■ Records shown
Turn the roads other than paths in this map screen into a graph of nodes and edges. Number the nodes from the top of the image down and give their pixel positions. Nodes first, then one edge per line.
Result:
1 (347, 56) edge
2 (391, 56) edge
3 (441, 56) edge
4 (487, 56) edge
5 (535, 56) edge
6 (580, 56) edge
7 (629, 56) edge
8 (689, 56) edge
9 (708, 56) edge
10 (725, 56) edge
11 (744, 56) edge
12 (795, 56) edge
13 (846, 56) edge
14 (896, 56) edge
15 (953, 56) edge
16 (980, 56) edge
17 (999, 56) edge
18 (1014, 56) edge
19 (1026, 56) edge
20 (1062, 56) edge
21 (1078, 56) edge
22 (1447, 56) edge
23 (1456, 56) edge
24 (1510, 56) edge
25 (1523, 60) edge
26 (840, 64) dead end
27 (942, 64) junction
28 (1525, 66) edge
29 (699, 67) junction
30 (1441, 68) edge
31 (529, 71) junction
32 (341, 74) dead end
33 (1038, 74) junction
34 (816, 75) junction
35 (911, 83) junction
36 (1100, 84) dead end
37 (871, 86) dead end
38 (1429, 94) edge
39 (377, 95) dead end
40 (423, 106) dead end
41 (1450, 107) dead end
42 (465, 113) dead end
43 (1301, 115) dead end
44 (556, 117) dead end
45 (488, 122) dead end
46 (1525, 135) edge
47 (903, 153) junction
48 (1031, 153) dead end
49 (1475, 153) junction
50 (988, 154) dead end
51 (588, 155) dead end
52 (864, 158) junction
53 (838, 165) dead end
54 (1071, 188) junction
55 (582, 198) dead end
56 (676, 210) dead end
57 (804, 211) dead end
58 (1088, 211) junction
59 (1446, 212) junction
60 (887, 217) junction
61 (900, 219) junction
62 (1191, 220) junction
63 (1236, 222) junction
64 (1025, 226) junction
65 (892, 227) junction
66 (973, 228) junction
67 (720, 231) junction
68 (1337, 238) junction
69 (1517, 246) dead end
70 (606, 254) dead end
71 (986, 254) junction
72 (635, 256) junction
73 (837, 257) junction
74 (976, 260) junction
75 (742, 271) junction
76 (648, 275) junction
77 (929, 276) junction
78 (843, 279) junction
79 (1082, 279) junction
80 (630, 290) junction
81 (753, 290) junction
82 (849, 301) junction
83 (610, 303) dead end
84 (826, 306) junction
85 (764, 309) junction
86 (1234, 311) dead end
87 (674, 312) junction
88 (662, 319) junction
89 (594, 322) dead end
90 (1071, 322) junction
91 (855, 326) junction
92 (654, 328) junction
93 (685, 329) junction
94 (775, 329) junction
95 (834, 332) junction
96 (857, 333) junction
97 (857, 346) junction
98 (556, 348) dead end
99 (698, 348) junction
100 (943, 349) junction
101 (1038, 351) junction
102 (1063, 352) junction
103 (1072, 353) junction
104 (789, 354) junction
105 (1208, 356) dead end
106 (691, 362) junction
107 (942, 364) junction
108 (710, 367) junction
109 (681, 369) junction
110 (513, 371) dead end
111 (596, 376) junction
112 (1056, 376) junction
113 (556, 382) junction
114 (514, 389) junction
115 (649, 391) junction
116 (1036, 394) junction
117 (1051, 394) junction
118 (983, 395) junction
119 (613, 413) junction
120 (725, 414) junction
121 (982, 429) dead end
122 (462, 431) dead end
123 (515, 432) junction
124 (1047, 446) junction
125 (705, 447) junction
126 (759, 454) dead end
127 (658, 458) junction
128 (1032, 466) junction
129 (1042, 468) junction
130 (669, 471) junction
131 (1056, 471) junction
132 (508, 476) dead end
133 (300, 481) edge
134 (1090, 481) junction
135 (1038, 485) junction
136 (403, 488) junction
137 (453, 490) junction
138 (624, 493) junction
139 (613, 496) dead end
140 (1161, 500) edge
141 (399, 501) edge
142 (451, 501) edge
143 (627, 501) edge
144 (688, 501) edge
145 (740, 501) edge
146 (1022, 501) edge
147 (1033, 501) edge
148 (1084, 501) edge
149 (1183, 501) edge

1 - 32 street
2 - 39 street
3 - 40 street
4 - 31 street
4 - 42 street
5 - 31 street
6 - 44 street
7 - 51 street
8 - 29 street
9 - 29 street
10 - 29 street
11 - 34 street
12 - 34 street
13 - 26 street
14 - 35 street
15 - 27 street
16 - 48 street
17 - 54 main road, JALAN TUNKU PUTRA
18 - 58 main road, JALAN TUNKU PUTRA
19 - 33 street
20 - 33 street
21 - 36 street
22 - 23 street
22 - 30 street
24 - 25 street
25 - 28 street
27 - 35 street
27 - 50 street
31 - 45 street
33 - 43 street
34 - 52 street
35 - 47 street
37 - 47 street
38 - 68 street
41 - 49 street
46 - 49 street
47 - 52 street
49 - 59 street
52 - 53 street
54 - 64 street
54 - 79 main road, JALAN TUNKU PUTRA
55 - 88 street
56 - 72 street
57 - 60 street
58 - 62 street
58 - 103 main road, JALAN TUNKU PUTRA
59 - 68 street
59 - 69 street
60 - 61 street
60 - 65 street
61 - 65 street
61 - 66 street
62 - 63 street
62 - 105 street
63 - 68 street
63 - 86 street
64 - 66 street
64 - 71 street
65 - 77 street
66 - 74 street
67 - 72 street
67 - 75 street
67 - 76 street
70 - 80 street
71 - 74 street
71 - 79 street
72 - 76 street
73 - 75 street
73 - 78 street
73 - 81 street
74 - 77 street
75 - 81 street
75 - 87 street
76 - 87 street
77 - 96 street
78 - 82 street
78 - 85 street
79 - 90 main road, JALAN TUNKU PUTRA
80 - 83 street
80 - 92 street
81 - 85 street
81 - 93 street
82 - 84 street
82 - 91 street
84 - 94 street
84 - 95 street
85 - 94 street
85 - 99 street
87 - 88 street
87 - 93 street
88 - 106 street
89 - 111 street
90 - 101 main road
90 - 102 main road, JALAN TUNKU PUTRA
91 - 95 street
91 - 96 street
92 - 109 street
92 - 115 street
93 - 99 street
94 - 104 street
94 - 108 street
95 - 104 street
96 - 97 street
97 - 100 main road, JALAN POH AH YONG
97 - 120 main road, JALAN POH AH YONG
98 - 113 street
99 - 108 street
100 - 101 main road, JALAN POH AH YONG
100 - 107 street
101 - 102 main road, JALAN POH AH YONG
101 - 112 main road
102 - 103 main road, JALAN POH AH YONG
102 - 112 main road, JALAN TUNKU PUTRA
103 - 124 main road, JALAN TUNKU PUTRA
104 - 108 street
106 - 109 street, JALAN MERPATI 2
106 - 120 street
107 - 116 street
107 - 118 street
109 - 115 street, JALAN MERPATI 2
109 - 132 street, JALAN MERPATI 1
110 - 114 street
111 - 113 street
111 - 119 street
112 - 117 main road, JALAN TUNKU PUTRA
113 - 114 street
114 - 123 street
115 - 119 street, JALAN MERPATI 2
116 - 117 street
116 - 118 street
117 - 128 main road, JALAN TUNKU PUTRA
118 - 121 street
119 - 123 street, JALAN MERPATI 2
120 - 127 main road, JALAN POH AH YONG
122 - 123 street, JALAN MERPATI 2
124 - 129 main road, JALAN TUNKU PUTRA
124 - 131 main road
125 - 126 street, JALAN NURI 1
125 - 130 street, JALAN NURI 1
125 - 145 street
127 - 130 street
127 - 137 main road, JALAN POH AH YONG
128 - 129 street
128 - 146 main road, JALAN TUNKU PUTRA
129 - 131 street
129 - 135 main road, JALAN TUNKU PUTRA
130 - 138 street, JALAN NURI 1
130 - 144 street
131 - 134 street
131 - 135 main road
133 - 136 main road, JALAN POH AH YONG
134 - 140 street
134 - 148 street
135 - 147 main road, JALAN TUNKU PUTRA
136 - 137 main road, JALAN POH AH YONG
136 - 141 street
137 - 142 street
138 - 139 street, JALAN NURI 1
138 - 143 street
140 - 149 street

---

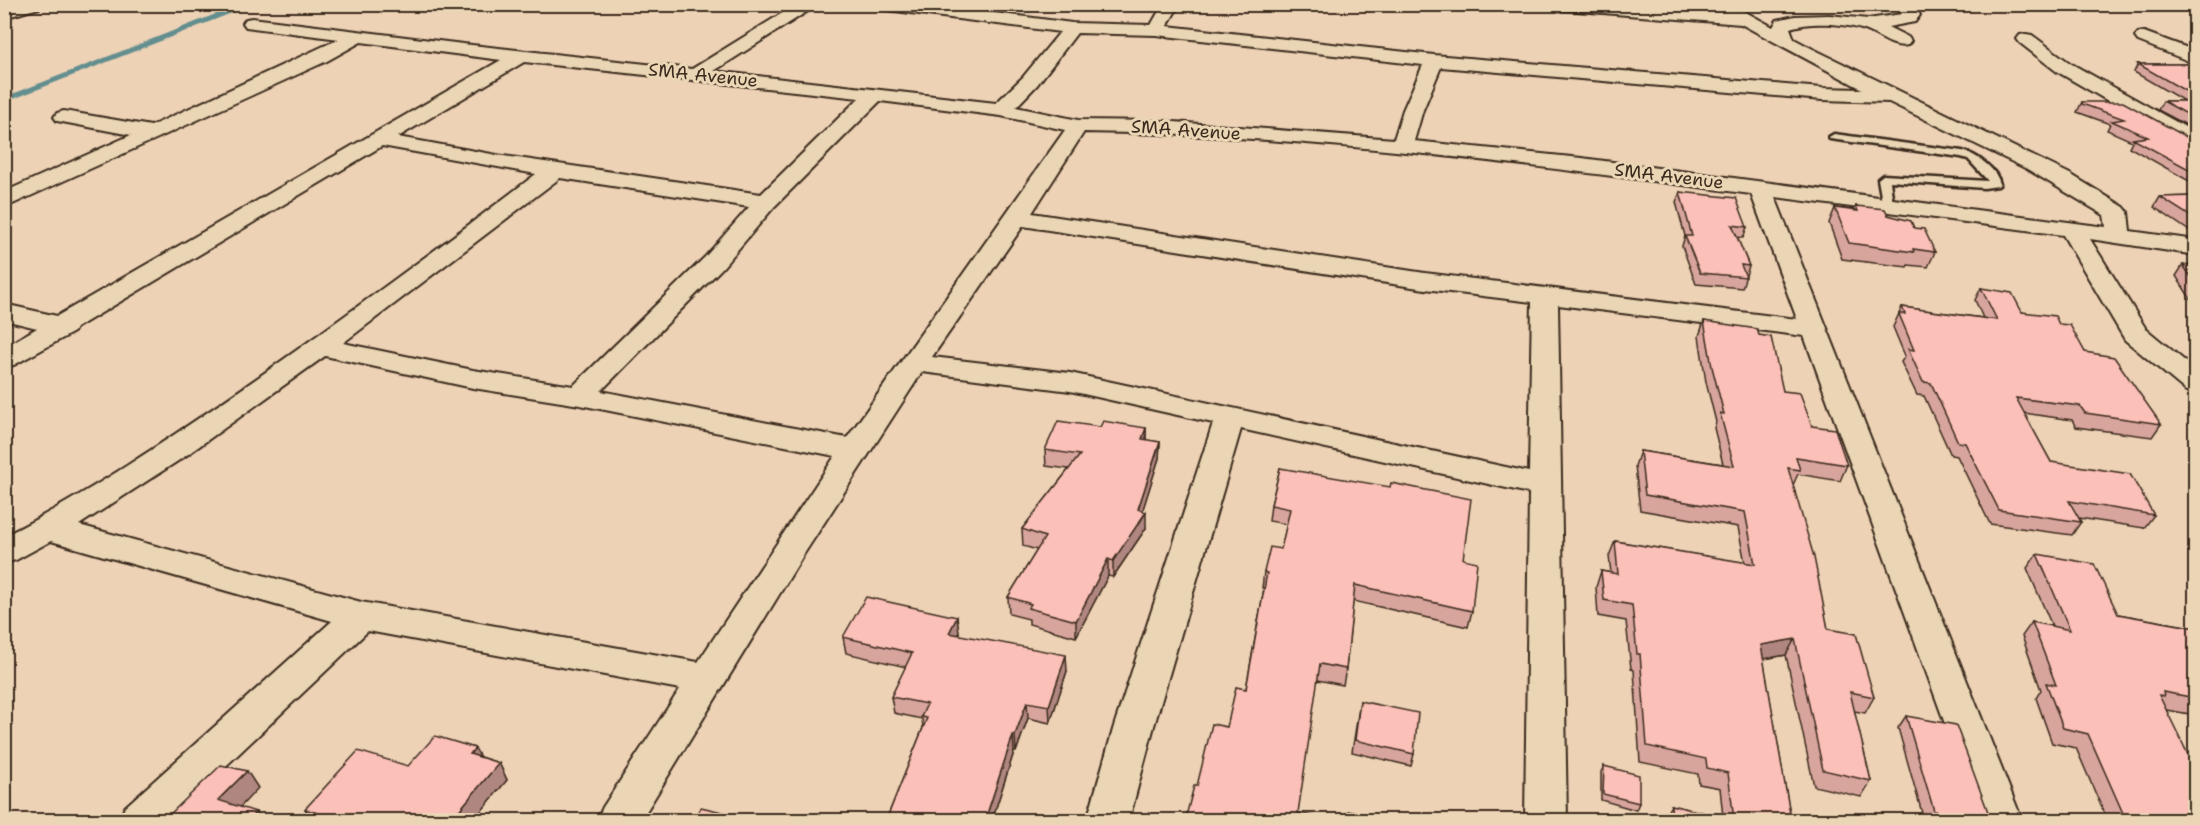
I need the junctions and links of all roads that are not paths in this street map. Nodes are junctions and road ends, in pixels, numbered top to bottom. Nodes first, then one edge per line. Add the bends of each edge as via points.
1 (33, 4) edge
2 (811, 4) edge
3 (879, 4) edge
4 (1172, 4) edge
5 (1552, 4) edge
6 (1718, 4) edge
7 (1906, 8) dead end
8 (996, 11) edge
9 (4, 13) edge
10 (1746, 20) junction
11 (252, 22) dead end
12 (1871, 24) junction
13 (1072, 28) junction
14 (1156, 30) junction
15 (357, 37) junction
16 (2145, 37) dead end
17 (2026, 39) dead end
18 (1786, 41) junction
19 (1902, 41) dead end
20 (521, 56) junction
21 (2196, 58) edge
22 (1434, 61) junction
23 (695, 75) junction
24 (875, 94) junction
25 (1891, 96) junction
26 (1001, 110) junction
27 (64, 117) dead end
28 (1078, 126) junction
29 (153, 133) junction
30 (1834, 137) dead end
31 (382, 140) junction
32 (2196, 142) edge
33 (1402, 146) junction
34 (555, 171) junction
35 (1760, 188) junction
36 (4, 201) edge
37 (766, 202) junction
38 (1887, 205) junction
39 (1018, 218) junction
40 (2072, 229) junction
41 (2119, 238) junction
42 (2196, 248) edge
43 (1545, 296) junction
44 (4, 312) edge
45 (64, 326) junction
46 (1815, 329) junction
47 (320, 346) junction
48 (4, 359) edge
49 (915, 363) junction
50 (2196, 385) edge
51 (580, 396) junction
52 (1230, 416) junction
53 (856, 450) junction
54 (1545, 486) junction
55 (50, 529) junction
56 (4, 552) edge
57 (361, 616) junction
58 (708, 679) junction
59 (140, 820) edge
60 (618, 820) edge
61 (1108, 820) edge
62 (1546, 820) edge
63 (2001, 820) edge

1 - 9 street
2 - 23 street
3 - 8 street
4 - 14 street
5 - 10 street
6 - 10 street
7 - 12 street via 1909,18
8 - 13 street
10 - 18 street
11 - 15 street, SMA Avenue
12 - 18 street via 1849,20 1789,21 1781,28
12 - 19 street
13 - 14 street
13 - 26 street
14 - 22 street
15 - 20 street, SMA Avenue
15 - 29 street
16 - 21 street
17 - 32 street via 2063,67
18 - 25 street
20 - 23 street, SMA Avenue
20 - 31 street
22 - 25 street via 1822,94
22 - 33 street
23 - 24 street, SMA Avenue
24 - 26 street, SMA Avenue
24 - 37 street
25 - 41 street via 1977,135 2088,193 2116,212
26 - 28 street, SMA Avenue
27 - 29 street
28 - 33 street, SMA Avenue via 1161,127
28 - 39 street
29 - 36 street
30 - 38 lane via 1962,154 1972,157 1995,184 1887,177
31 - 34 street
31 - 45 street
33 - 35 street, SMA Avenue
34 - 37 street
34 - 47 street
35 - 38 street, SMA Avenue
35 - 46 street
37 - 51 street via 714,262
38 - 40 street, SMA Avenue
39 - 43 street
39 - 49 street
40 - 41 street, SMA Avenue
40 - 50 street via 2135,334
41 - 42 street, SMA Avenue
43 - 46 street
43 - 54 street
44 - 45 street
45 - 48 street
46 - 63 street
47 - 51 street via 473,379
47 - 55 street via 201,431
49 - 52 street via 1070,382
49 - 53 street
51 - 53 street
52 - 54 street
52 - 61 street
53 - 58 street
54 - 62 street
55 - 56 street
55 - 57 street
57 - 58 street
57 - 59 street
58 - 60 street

■ Brief
Show all lines above holding "Nodes".

■ Reply
Turn the roads other than paths in this map screen into a graph of nodes and edges. Number the nodes from the top of the image down and give their pixel positions. Nodes first, then one edge per line.
I need the junctions and links of all roads that are not paths in this street map. Nodes are junctions and road ends, in pixels, numbered top to bottom. Nodes first, then one edge per line. Add the bends of each edge as via points.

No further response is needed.